*** AVAILABLE DATA Section Begins ***
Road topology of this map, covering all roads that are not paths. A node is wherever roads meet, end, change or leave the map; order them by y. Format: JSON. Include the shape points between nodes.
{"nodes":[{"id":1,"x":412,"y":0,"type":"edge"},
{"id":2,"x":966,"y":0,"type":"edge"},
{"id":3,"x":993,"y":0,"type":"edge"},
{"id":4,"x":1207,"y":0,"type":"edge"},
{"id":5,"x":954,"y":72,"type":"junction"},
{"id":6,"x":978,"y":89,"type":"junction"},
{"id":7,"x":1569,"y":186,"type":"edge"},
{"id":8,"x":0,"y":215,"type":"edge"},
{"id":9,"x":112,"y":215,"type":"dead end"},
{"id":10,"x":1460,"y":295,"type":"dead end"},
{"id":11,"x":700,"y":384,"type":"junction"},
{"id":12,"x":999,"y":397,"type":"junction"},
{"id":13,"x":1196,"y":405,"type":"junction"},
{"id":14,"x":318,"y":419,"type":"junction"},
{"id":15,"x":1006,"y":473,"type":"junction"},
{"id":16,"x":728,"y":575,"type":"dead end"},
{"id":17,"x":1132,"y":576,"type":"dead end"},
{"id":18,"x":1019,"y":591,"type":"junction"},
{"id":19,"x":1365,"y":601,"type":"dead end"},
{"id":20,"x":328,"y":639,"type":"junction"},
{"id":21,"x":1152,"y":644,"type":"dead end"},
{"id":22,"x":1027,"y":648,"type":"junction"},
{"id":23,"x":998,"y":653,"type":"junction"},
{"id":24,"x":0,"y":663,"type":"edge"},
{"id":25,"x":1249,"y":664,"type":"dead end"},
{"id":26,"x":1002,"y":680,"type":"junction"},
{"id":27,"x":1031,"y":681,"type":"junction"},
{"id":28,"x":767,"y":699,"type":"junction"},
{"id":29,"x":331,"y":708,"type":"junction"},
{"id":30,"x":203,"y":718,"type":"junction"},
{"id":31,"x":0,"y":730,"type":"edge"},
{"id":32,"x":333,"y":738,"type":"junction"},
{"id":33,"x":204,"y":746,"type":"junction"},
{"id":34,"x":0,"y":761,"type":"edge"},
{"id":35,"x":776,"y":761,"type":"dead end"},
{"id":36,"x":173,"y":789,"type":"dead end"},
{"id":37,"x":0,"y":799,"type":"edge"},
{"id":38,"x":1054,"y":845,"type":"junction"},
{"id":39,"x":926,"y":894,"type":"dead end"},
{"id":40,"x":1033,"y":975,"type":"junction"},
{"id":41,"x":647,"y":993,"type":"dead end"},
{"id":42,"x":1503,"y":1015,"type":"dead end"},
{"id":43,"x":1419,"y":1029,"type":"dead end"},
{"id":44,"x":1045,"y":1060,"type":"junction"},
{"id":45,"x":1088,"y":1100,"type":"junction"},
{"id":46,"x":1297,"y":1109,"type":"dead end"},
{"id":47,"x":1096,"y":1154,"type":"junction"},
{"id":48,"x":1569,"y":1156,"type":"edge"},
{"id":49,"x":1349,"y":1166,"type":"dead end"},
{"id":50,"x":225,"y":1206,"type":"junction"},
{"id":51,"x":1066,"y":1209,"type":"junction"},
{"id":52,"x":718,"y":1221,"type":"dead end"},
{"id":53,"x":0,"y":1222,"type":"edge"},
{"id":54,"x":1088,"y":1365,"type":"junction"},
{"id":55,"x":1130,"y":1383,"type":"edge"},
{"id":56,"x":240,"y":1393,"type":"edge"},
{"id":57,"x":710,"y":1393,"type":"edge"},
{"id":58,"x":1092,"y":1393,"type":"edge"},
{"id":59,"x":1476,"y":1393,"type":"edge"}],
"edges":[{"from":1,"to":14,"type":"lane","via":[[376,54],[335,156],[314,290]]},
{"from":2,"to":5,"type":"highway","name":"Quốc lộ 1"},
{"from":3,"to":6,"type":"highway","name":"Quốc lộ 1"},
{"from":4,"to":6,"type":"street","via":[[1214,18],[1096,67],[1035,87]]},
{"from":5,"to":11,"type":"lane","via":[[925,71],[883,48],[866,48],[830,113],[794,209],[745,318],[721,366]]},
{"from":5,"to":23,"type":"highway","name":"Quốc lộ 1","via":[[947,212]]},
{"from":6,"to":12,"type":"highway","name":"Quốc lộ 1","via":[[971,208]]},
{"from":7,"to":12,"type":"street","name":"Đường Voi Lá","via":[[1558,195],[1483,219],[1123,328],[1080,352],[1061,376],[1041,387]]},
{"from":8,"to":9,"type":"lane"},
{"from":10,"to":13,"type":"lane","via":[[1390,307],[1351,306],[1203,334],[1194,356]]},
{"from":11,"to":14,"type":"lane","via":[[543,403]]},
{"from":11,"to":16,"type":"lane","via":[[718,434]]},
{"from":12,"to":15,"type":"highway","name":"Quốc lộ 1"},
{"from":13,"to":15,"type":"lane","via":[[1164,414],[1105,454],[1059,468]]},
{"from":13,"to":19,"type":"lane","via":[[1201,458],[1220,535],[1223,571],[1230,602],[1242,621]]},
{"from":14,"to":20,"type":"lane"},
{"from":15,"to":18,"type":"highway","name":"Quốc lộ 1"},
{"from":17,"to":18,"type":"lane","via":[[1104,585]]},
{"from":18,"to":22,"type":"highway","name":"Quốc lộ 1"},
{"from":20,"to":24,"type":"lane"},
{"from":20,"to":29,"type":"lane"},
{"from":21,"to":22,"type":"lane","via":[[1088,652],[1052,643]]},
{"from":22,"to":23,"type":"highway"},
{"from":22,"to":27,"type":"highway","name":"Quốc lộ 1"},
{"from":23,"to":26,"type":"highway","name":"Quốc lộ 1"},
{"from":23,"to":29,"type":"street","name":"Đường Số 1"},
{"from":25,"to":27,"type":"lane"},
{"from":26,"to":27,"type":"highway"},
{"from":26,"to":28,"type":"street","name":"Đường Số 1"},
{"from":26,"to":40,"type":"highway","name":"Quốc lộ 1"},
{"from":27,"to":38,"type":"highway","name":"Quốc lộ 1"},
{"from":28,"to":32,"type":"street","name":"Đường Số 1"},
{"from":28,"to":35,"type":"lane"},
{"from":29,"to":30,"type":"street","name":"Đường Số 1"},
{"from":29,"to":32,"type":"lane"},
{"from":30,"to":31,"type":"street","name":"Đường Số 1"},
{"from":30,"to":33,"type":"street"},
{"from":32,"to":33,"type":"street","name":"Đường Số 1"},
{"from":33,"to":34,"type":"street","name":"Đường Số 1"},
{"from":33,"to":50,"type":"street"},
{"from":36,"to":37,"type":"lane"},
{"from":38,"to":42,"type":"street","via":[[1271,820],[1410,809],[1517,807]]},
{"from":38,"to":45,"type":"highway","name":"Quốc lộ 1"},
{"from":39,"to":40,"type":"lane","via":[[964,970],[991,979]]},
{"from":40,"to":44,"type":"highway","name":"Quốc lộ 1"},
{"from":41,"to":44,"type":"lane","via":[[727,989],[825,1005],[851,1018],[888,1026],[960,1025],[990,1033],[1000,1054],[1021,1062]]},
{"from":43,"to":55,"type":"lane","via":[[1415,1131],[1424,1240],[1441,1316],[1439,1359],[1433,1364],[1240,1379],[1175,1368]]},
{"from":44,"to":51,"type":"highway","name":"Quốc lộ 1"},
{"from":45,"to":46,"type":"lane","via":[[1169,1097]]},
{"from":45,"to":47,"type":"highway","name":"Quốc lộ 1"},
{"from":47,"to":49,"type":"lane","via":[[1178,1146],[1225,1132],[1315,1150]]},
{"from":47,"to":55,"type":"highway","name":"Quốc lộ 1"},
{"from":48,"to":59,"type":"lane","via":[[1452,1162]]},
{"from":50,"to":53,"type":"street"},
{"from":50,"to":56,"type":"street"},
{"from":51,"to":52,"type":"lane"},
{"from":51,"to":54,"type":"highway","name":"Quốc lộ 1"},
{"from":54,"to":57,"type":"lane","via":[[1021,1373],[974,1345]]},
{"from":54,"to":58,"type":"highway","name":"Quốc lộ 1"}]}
*** AVAILABLE DATA Section Ends ***
■ ACTIVITY
Whenever a line includes the word "Đường", pull it out of the entries.

■ SOLUTION TO THE EXERCISE
{"from":7,"to":12,"type":"street","name":"Đường Voi Lá","via":[[1558,195],[1483,219],[1123,328],[1080,352],[1061,376],[1041,387]]},
{"from":23,"to":29,"type":"street","name":"Đường Số 1"},
{"from":26,"to":28,"type":"street","name":"Đường Số 1"},
{"from":28,"to":32,"type":"street","name":"Đường Số 1"},
{"from":29,"to":30,"type":"street","name":"Đường Số 1"},
{"from":30,"to":31,"type":"street","name":"Đường Số 1"},
{"from":32,"to":33,"type":"street","name":"Đường Số 1"},
{"from":33,"to":34,"type":"street","name":"Đường Số 1"},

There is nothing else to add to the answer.